* _WORK TO BE COMPLETED_: A single number is required: how many lines in the data below contain "LESSINGSTRASSE".

[Collected data]
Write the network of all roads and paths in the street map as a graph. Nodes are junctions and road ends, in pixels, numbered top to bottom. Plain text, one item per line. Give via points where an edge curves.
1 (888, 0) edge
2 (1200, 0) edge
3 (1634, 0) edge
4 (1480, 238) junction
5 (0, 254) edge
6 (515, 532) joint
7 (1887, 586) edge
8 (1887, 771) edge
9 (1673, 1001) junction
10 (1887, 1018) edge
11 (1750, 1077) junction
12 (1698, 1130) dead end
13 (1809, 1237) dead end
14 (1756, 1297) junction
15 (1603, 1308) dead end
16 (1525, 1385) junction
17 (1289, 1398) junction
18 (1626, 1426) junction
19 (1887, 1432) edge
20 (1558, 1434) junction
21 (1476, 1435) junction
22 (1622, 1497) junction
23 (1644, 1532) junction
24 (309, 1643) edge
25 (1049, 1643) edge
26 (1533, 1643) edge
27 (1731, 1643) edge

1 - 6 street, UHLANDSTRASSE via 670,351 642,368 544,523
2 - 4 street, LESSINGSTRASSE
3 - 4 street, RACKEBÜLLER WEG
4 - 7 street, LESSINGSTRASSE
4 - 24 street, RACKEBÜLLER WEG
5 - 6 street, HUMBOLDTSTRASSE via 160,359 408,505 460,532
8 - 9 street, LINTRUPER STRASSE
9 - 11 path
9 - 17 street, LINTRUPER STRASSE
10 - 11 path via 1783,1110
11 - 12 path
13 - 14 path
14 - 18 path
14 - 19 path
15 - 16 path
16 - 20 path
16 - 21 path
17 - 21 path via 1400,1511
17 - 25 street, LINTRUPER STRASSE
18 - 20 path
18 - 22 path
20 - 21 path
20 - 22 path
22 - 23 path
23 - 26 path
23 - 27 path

* _FINISHED TASK_: 2